Alcoholism and Drug Abuse

Should You Rethink How You Drink?

Developing alcoholism isn’t something that happens overnight. According to the National Institute on Alcoholism and Alcohol Abuse (NIAA),  which has a program called “Rethinking Your Drinking,” there are deceptively mild symptoms that can indicate the start of a drinking problem.

If you’re aware of the signs, you can recognize them early enough to make a change. The NIAA recommends that you look at the following symptoms and see if you recognize any of them in yourself.

In the past year, have you:

Drunk more than you planned?

Thought you should cut down or stop drinking, but weren’t able to?

Been in risky situations – such as driving or having unsafe sex – because of drinking?

Found yourself increasing the number of drinks to get the effect you wanted.

Continued to drink despite its making you feel depressed?

Been sick or had other aftereffects such as shakiness from drinking?

Kept on drinking although it caused difficulty with your family and friends, or work?

Had legal problems because of drinking?

If any of these sound familiar, it’s time to take a serious look at your alcohol consumption. The NIAA suggests the following strategies:

Keep track of how much you drink. Do this before you have each drink, the NIAA says, and it could help you slow dow.

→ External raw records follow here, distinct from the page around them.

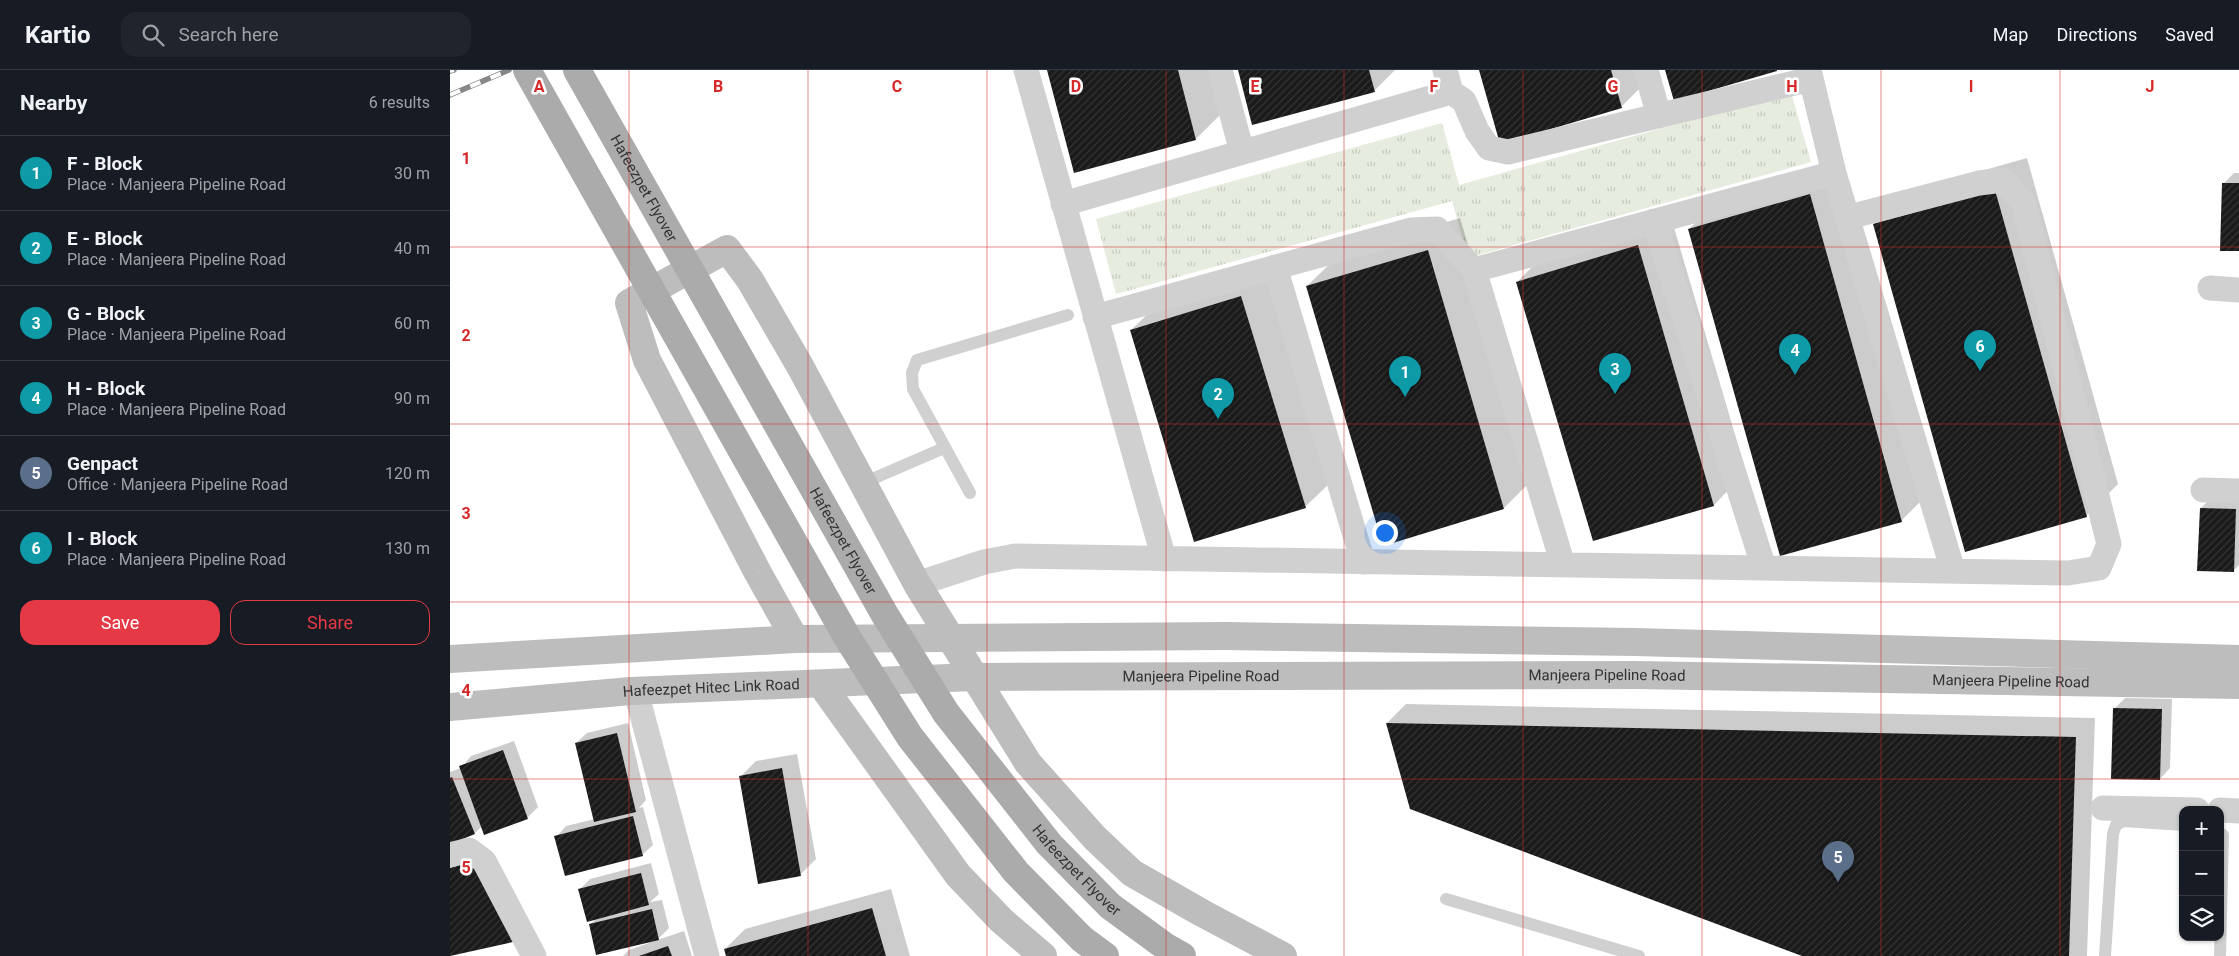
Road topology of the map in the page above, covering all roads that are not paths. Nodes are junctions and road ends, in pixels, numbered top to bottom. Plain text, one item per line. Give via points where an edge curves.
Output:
1 (527, 70) edge
2 (576, 70) edge
3 (1026, 70) edge
4 (1220, 70) edge
5 (1646, 70) edge
6 (1810, 74) edge
7 (1448, 81) edge
8 (1659, 116) junction
9 (1242, 152) junction
10 (1834, 173) junction
11 (1063, 204) junction
12 (1849, 217) junction
13 (1654, 221) junction
14 (1275, 267) junction
15 (1474, 270) junction
16 (2210, 288) dead end
17 (2239, 290) edge
18 (1068, 315) dead end
19 (1096, 317) junction
20 (944, 448) junction
21 (862, 483) junction
22 (2203, 490) dead end
23 (2239, 492) edge
24 (970, 493) dead end
25 (1164, 559) junction
26 (1363, 562) junction
27 (1563, 565) junction
28 (1764, 568) junction
29 (1953, 571) junction
30 (917, 584) junction
31 (795, 639) junction
32 (949, 639) junction
33 (1539, 640) junction
34 (450, 659) edge
35 (2239, 659) edge
36 (1541, 675) junction
37 (973, 677) junction
38 (821, 684) junction
39 (2239, 685) edge
40 (631, 691) junction
41 (450, 708) edge
42 (2102, 808) dead end
43 (2179, 810) edge
44 (2224, 810) edge
45 (2239, 811) edge
46 (2179, 825) edge
47 (2223, 851) edge
48 (450, 855) edge
49 (1446, 899) dead end
50 (534, 956) edge
51 (708, 956) edge
52 (1043, 956) edge
53 (1104, 956) edge
54 (1182, 956) edge
55 (1283, 956) edge
56 (1639, 956) edge
57 (2106, 956) edge
58 (2220, 956) edge

1 - 53 main road, bridge via 847,637 910,737 1016,872 1082,939
2 - 54 main road, Hafeezpet Flyover, bridge via 885,615 946,713 1048,844 1110,906
3 - 11 street
4 - 9 street
5 - 8 street
6 - 8 street
6 - 10 street
7 - 8 street via 1464,101 1477,131 1489,148 1508,152
7 - 9 street
9 - 11 street
10 - 12 street
10 - 13 street
11 - 19 street
12 - 29 street
12 - 29 street via 1979,183 2003,180 2024,204 2109,544 2098,568 2068,573
13 - 15 street
13 - 28 street
14 - 15 street via 1411,230 1437,229
14 - 19 street
14 - 26 street
15 - 27 street
16 - 17 street
18 - 20 lane via 917,360 912,373 913,389
19 - 25 street
20 - 21 lane
20 - 24 lane
21 - 30 main road
21 - 31 main road via 800,366 750,280 727,249 629,302 647,360
22 - 23 street
25 - 26 street
25 - 30 street via 1015,556 984,562
26 - 27 street
27 - 28 street
28 - 29 street
30 - 32 main road
31 - 32 main road, Manjeera Pipeline Road
31 - 34 main road, Manjeera Pipeline Road
32 - 33 main road, Manjeera Pipeline Road via 1225,636
32 - 37 main road
33 - 35 main road, Manjeera Pipeline Road
33 - 36 main road
36 - 37 main road, Manjeera Pipeline Road
36 - 39 main road, Manjeera Pipeline Road
37 - 38 main road, Hafeezpet Hitec Link Road
37 - 55 main road via 1028,763 1095,838 1132,873
38 - 40 main road, Hafeezpet Hitec Link Road
38 - 52 main road via 958,875
40 - 41 main road, Hafeezpet Hitec Link Road
40 - 51 street via 636,692
42 - 43 street
44 - 45 street
46 - 57 lane via 2123,821 2116,825
47 - 58 lane
48 - 50 street via 469,850 484,861
49 - 56 lane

Be aware of standard drink sizes. You could be consuming more alcohol than you drink. With wine, the NIAA suggests, avoid “topping off” a partially filled glass.

Have a plan. Decide how often and how much you want to drink. It’s good to have some days when you don’t drink at all.

Pace yourself. Sip drinks slowly, the NIAA says, and make every other drink a non-alcoholic one.

Eat. Don’t drink on an empty stomach, the NIAA says. Having food means that your system will absorb the alcohol more slowly.

Find alternatives. Develop new hobbies or activities. Look for relationships that don’t have anything to do with drinking. Avoid “triggers” that make you want to drink or that you associate with drinking.

Be prepared. Carry messages reminding yourself why you want to change, the NIAA says, or have someone you can talk to. Planning ahead is essential, since it’s likely you’ll be offered a drink when you don’t want one or know you shouldn’t have it.